Wednesday, August 10, 2011

The Fall of the Chicago Strangler

I got yelled at by my mother this morning for sleeping too much. By the way.

This dream began at camp. It wasn't music camp or church camp, I'm unclear on exactly what kind of camp it was. All I know is that we were in a large, co-ed cabin. The row of bunk beds along one side of the cabin was for girls, the other was for boys.


There were several dark-haired, attractive boys there including one particularly cute guy, younger than me, slightly curly dark hair. (He was not Curly. In the dream, Curly was Zach Braff, but I still somehow knew that he was Curly.) There was another distinctive guy who looked a little Hispanic, and a somewhat obese boy about my age, maybe older. I don't remember which other boys/girls there were.

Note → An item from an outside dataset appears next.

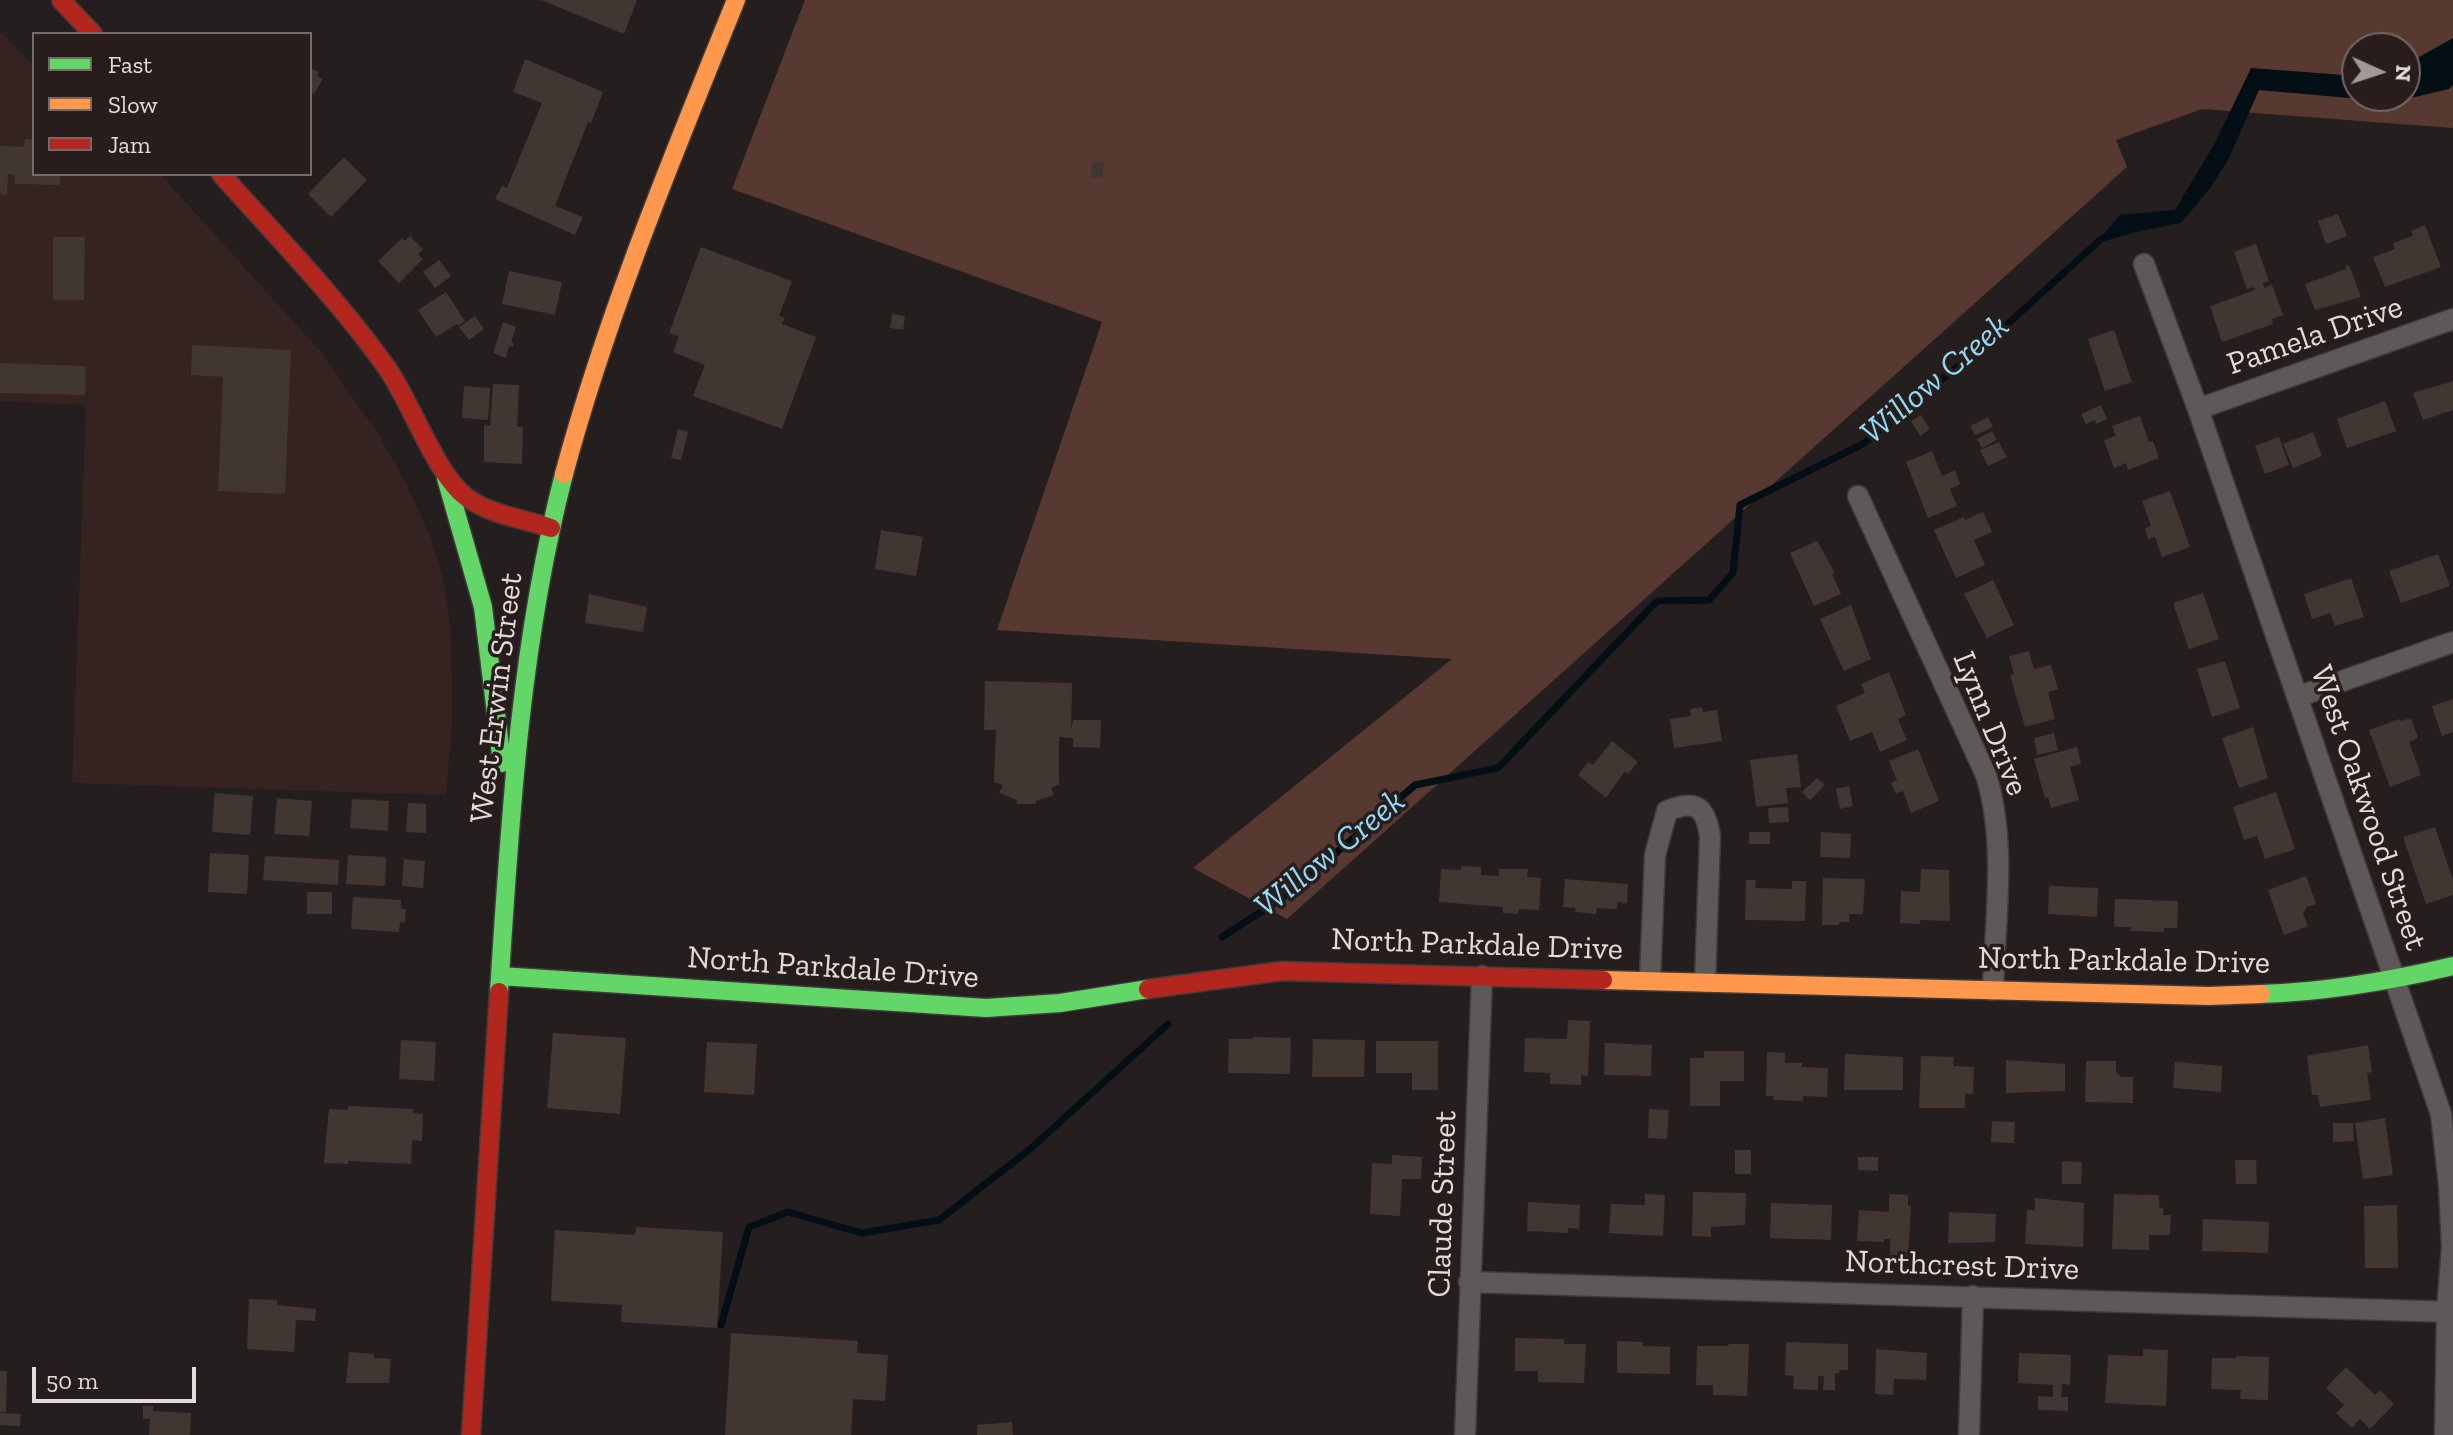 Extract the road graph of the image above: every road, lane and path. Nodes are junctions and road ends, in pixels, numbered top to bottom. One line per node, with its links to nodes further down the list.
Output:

The boys decided to play a really, really mean prank on me by stealing my flute and nailing all of its pieces to a tree on the main-stage hill. (Apparently it was also partly Ichthus.) It was there for a few days and got rained on and rusty. When I found out I freaked, naturally, and went and pulled out all of the nails while sobbing uncontrollably.

Apparently I forgave them, because we went back to being friends shortly after. This would probably not happen in real life, because they would owe me a great deal of money to replace the flute.

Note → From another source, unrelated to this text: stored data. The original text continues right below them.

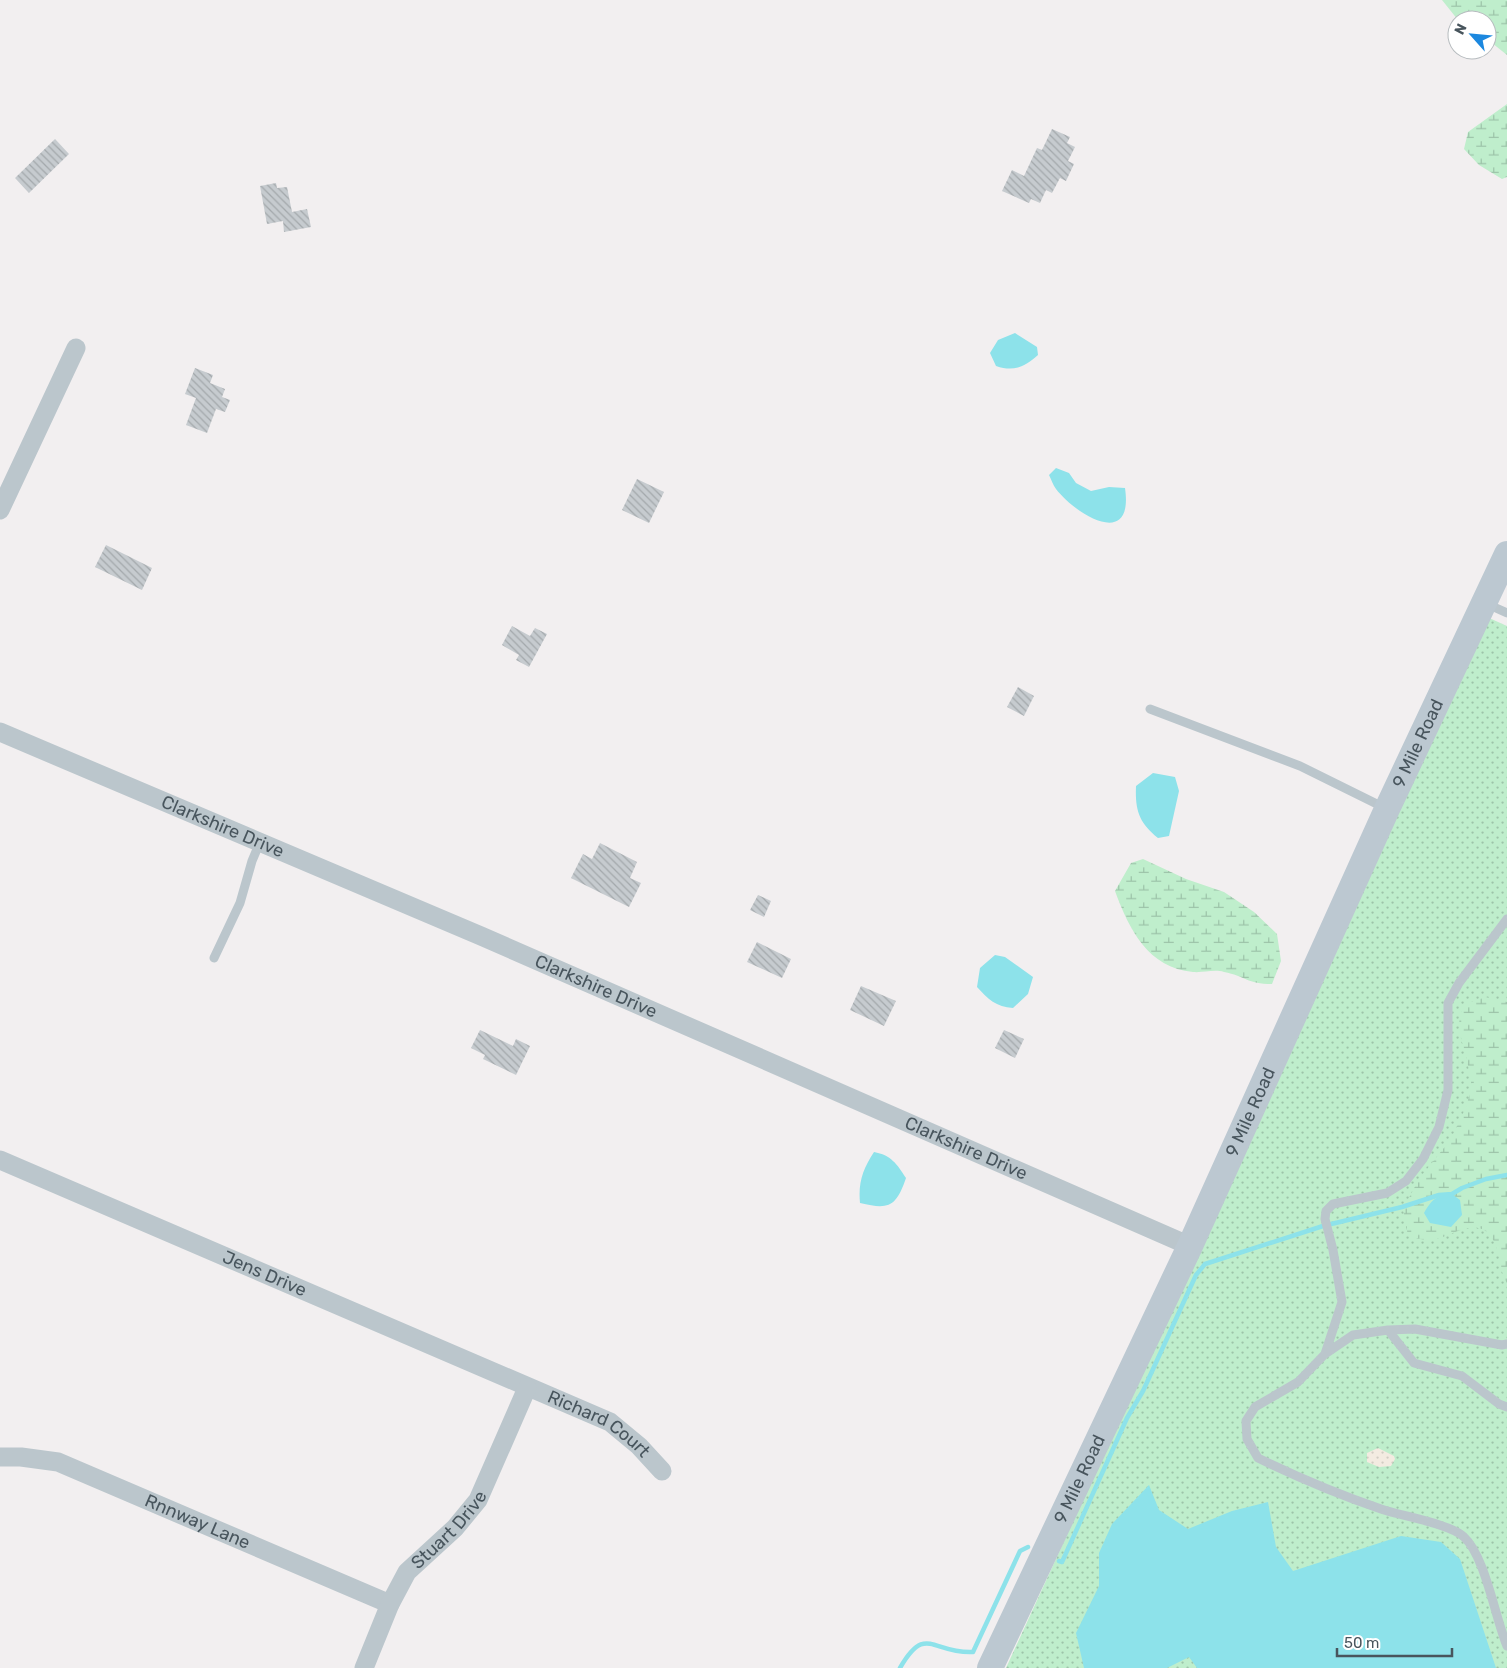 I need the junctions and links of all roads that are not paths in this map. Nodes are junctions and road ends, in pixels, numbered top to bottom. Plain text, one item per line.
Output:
1 (76, 348) dead end
2 (0, 510) edge
3 (1507, 554) edge
4 (1496, 608) edge
5 (1150, 709) dead end
6 (0, 732) edge
7 (1388, 809) junction
8 (260, 842) junction
9 (1507, 919) edge
10 (214, 958) dead end
11 (0, 1160) edge
12 (1190, 1246) junction
13 (1388, 1330) junction
14 (1507, 1344) edge
15 (1325, 1354) junction
16 (527, 1388) junction
17 (1507, 1407) edge
18 (0, 1457) edge
19 (662, 1471) dead end
20 (390, 1604) junction
21 (1507, 1646) edge
22 (364, 1668) edge
23 (990, 1668) edge

1 - 2 street
3 - 4 street, 9 Mile Road
4 - 7 street, 9 Mile Road
5 - 7 lane
6 - 8 street, Clarkshire Drive
7 - 12 street, 9 Mile Road
8 - 10 lane
8 - 12 street, Clarkshire Drive
9 - 15 lane
11 - 16 street, Jens Drive
12 - 23 street, 9 Mile Road
13 - 14 lane
13 - 15 lane
13 - 17 lane
15 - 21 lane
16 - 19 street, Richard Court
16 - 20 street, Stuart Drive
18 - 20 street, Rnnway Lane
20 - 22 street, Stuart Drive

That's about the time when the Hispanic-looking guy was kidnapped by the Chicago Strangler, then was let go again. I don't remember this happening in the dream, but he talked about it later.


After he came back, I was abducted by the Strangler. He was the Trinity Killer from the show "Dexter." (Yet another sign that I watch far too much television.)

However, I managed to escape and then lead the police to the Strangler, thus becoming a hero. I remember running over to talk to the Strangler as a policewoman, namely Mrs. Miller from my church, led him away in cuffs. I think I was gloating or something.

During all of this, I was still living at the camp and the curly-haired boy and I had become make-out buddies. Zach Braff and I were still dating, but I didn't feel an ounce of guilt while I was cuddling with the new boy.

When it was time for us all to go home from camp, we piled into the van and curly-haired make-out buddy and I sat by each other. I was contemplating how to break it to him that I had a boyfriend back home and we couldn't keep fooling around when he said something about how far away he lived from me and that it was going to be a pretty long drive for me when I went to visit him.

I took that opportunity to tell him that things weren't going to work out between us, it was too long of a distance between us. He was mad, but I only felt bad for a few moments. (Apparently I have no heart.)

When we got back, my grandma was there to pick me up but we had to take a boat from our van to the parking lot because they were separated by a rivery-pondish looking thing.

We got back to shore and my obese friend started having some sort of crisis. I comforted him saying, "You have a big heart, that's why people like you." and several variations of that.

Then I hung out with Zach Braff, and he commented on how I seem to have had a good time kissing the curly-haired boy at camp. I didn't really answer him. I just had a "meh" moment, and after that we forgot about it.